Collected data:

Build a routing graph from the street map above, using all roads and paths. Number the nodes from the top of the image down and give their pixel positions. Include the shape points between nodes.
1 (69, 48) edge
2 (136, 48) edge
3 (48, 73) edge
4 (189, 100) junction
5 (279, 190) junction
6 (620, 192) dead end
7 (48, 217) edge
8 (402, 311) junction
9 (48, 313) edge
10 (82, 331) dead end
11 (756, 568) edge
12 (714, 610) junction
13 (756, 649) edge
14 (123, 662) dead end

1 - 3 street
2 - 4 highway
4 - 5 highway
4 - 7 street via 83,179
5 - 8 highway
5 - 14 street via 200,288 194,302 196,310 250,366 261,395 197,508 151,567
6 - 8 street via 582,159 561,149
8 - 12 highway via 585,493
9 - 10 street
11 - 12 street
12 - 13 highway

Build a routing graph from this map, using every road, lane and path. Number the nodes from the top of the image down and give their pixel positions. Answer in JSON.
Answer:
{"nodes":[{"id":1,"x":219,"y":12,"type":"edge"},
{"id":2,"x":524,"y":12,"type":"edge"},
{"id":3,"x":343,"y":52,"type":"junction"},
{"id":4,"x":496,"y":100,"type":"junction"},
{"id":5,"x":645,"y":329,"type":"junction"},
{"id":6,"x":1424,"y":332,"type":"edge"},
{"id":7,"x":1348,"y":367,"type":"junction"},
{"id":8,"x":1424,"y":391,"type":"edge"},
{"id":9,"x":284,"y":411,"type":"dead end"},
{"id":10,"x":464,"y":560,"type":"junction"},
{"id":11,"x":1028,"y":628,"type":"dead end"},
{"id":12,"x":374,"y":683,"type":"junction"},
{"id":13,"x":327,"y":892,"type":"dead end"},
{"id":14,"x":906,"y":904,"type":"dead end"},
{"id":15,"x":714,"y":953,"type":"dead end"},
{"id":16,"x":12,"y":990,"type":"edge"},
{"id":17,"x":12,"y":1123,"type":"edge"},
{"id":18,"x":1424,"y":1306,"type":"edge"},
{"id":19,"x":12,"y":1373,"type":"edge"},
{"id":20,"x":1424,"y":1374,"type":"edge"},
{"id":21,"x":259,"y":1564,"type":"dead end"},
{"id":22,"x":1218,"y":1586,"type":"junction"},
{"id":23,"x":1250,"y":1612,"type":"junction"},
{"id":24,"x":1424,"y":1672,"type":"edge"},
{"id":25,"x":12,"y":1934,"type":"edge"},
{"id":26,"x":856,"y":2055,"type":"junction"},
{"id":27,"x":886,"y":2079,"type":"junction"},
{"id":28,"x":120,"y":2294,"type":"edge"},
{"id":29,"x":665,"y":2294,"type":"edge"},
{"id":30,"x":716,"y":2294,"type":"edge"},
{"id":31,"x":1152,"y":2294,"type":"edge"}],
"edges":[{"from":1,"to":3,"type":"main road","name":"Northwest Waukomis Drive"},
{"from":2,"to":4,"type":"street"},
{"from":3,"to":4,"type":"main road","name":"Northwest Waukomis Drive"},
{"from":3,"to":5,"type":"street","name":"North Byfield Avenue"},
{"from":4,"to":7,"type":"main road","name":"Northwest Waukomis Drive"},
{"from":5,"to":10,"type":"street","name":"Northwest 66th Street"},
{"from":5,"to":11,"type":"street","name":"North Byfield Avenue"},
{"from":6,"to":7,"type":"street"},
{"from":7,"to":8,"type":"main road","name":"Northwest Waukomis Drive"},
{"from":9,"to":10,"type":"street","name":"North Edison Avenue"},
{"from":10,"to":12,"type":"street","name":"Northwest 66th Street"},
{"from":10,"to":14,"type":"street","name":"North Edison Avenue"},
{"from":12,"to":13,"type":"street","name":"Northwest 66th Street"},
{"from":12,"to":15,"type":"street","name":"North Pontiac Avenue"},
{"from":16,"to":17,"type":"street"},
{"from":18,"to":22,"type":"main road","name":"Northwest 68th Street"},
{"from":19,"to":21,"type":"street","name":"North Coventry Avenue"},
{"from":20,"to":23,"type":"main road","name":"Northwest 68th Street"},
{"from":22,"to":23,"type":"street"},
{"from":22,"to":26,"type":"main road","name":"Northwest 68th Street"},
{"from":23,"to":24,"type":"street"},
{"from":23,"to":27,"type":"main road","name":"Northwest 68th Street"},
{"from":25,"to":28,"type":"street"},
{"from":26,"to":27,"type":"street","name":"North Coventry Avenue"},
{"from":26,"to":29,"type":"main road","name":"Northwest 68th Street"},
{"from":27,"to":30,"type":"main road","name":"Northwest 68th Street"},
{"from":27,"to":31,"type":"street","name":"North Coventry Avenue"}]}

What is expected: An exact restatement of the data is required.

Solution to this task:
Build a routing graph from the street map above, using all roads and paths. Number the nodes from the top of the image down and give their pixel positions. Include the shape points between nodes.
1 (69, 48) edge
2 (136, 48) edge
3 (48, 73) edge
4 (189, 100) junction
5 (279, 190) junction
6 (620, 192) dead end
7 (48, 217) edge
8 (402, 311) junction
9 (48, 313) edge
10 (82, 331) dead end
11 (756, 568) edge
12 (714, 610) junction
13 (756, 649) edge
14 (123, 662) dead end

1 - 3 street
2 - 4 highway
4 - 5 highway
4 - 7 street via 83,179
5 - 8 highway
5 - 14 street via 200,288 194,302 196,310 250,366 261,395 197,508 151,567
6 - 8 street via 582,159 561,149
8 - 12 highway via 585,493
9 - 10 street
11 - 12 street
12 - 13 highway

Build a routing graph from this map, using every road, lane and path. Number the nodes from the top of the image down and give their pixel positions. Answer in JSON.
Answer:
{"nodes":[{"id":1,"x":219,"y":12,"type":"edge"},
{"id":2,"x":524,"y":12,"type":"edge"},
{"id":3,"x":343,"y":52,"type":"junction"},
{"id":4,"x":496,"y":100,"type":"junction"},
{"id":5,"x":645,"y":329,"type":"junction"},
{"id":6,"x":1424,"y":332,"type":"edge"},
{"id":7,"x":1348,"y":367,"type":"junction"},
{"id":8,"x":1424,"y":391,"type":"edge"},
{"id":9,"x":284,"y":411,"type":"dead end"},
{"id":10,"x":464,"y":560,"type":"junction"},
{"id":11,"x":1028,"y":628,"type":"dead end"},
{"id":12,"x":374,"y":683,"type":"junction"},
{"id":13,"x":327,"y":892,"type":"dead end"},
{"id":14,"x":906,"y":904,"type":"dead end"},
{"id":15,"x":714,"y":953,"type":"dead end"},
{"id":16,"x":12,"y":990,"type":"edge"},
{"id":17,"x":12,"y":1123,"type":"edge"},
{"id":18,"x":1424,"y":1306,"type":"edge"},
{"id":19,"x":12,"y":1373,"type":"edge"},
{"id":20,"x":1424,"y":1374,"type":"edge"},
{"id":21,"x":259,"y":1564,"type":"dead end"},
{"id":22,"x":1218,"y":1586,"type":"junction"},
{"id":23,"x":1250,"y":1612,"type":"junction"},
{"id":24,"x":1424,"y":1672,"type":"edge"},
{"id":25,"x":12,"y":1934,"type":"edge"},
{"id":26,"x":856,"y":2055,"type":"junction"},
{"id":27,"x":886,"y":2079,"type":"junction"},
{"id":28,"x":120,"y":2294,"type":"edge"},
{"id":29,"x":665,"y":2294,"type":"edge"},
{"id":30,"x":716,"y":2294,"type":"edge"},
{"id":31,"x":1152,"y":2294,"type":"edge"}],
"edges":[{"from":1,"to":3,"type":"main road","name":"Northwest Waukomis Drive"},
{"from":2,"to":4,"type":"street"},
{"from":3,"to":4,"type":"main road","name":"Northwest Waukomis Drive"},
{"from":3,"to":5,"type":"street","name":"North Byfield Avenue"},
{"from":4,"to":7,"type":"main road","name":"Northwest Waukomis Drive"},
{"from":5,"to":10,"type":"street","name":"Northwest 66th Street"},
{"from":5,"to":11,"type":"street","name":"North Byfield Avenue"},
{"from":6,"to":7,"type":"street"},
{"from":7,"to":8,"type":"main road","name":"Northwest Waukomis Drive"},
{"from":9,"to":10,"type":"street","name":"North Edison Avenue"},
{"from":10,"to":12,"type":"street","name":"Northwest 66th Street"},
{"from":10,"to":14,"type":"street","name":"North Edison Avenue"},
{"from":12,"to":13,"type":"street","name":"Northwest 66th Street"},
{"from":12,"to":15,"type":"street","name":"North Pontiac Avenue"},
{"from":16,"to":17,"type":"street"},
{"from":18,"to":22,"type":"main road","name":"Northwest 68th Street"},
{"from":19,"to":21,"type":"street","name":"North Coventry Avenue"},
{"from":20,"to":23,"type":"main road","name":"Northwest 68th Street"},
{"from":22,"to":23,"type":"street"},
{"from":22,"to":26,"type":"main road","name":"Northwest 68th Street"},
{"from":23,"to":24,"type":"street"},
{"from":23,"to":27,"type":"main road","name":"Northwest 68th Street"},
{"from":25,"to":28,"type":"street"},
{"from":26,"to":27,"type":"street","name":"North Coventry Avenue"},
{"from":26,"to":29,"type":"main road","name":"Northwest 68th Street"},
{"from":27,"to":30,"type":"main road","name":"Northwest 68th Street"},
{"from":27,"to":31,"type":"street","name":"North Coventry Avenue"}]}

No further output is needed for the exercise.